Task instructions. Transcribe all the entries word for word, skipping the pictures.

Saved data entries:
╔══

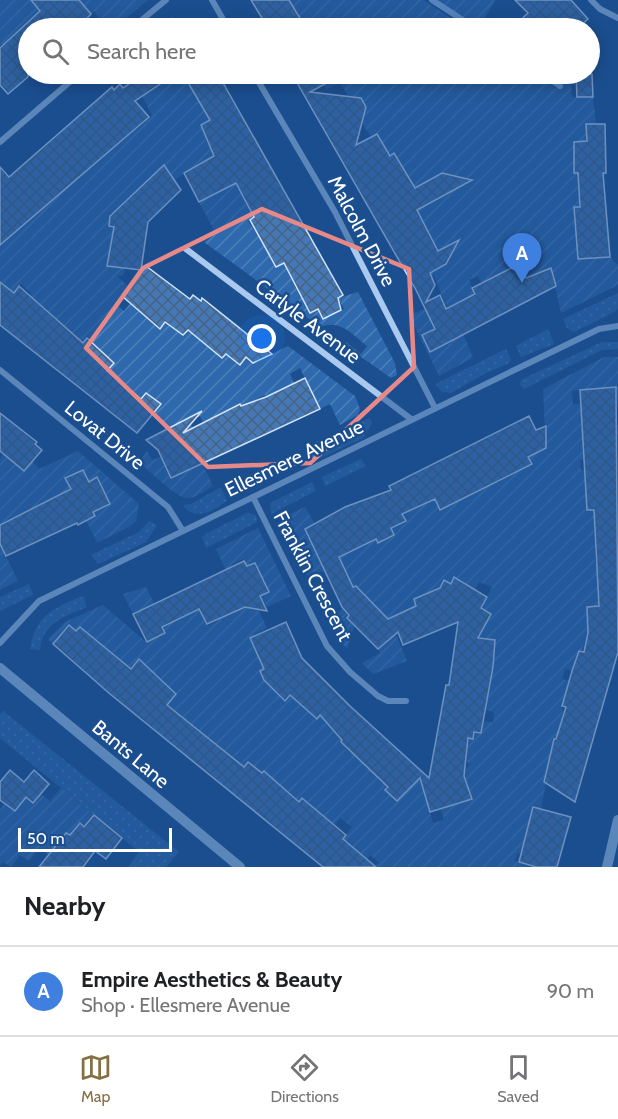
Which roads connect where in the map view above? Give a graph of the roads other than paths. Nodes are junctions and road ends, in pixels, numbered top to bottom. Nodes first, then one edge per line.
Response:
1 (166, 0) edge
2 (212, 0) edge
3 (591, 0) edge
4 (144, 18) edge
5 (222, 18) edge
6 (618, 18) edge
7 (67, 84) edge
8 (260, 84) edge
9 (0, 142) edge
10 (186, 249) dead end
11 (618, 326) edge
12 (0, 370) edge
13 (435, 408) junction
14 (411, 419) junction
15 (253, 497) junction
16 (183, 531) junction
17 (0, 643) edge
18 (0, 668) edge
19 (406, 701) dead end
20 (618, 820) edge
21 (240, 867) edge
22 (607, 867) edge

1 - 4 street
2 - 5 street
3 - 6 street
7 - 9 street
8 - 13 street, Malcolm Drive
10 - 14 street, Carlyle Avenue
11 - 13 street, Ellesmere Avenue
12 - 16 street, Lovat Drive
13 - 14 street, Ellesmere Avenue
14 - 15 street, Ellesmere Avenue
15 - 16 street, Ellesmere Avenue
15 - 19 street, Franklin Crescent
16 - 17 street, Ellesmere Avenue
18 - 21 street, Bants Lane
20 - 22 street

╚══

Solved exercise.
Which roads connect where in the map view above? Give a graph of the roads other than paths. Nodes are junctions and road ends, in pixels, numbered top to bottom. Nodes first, then one edge per line.
Response:
1 (166, 0) edge
2 (212, 0) edge
3 (591, 0) edge
4 (144, 18) edge
5 (222, 18) edge
6 (618, 18) edge
7 (67, 84) edge
8 (260, 84) edge
9 (0, 142) edge
10 (186, 249) dead end
11 (618, 326) edge
12 (0, 370) edge
13 (435, 408) junction
14 (411, 419) junction
15 (253, 497) junction
16 (183, 531) junction
17 (0, 643) edge
18 (0, 668) edge
19 (406, 701) dead end
20 (618, 820) edge
21 (240, 867) edge
22 (607, 867) edge

1 - 4 street
2 - 5 street
3 - 6 street
7 - 9 street
8 - 13 street, Malcolm Drive
10 - 14 street, Carlyle Avenue
11 - 13 street, Ellesmere Avenue
12 - 16 street, Lovat Drive
13 - 14 street, Ellesmere Avenue
14 - 15 street, Ellesmere Avenue
15 - 16 street, Ellesmere Avenue
15 - 19 street, Franklin Crescent
16 - 17 street, Ellesmere Avenue
18 - 21 street, Bants Lane
20 - 22 street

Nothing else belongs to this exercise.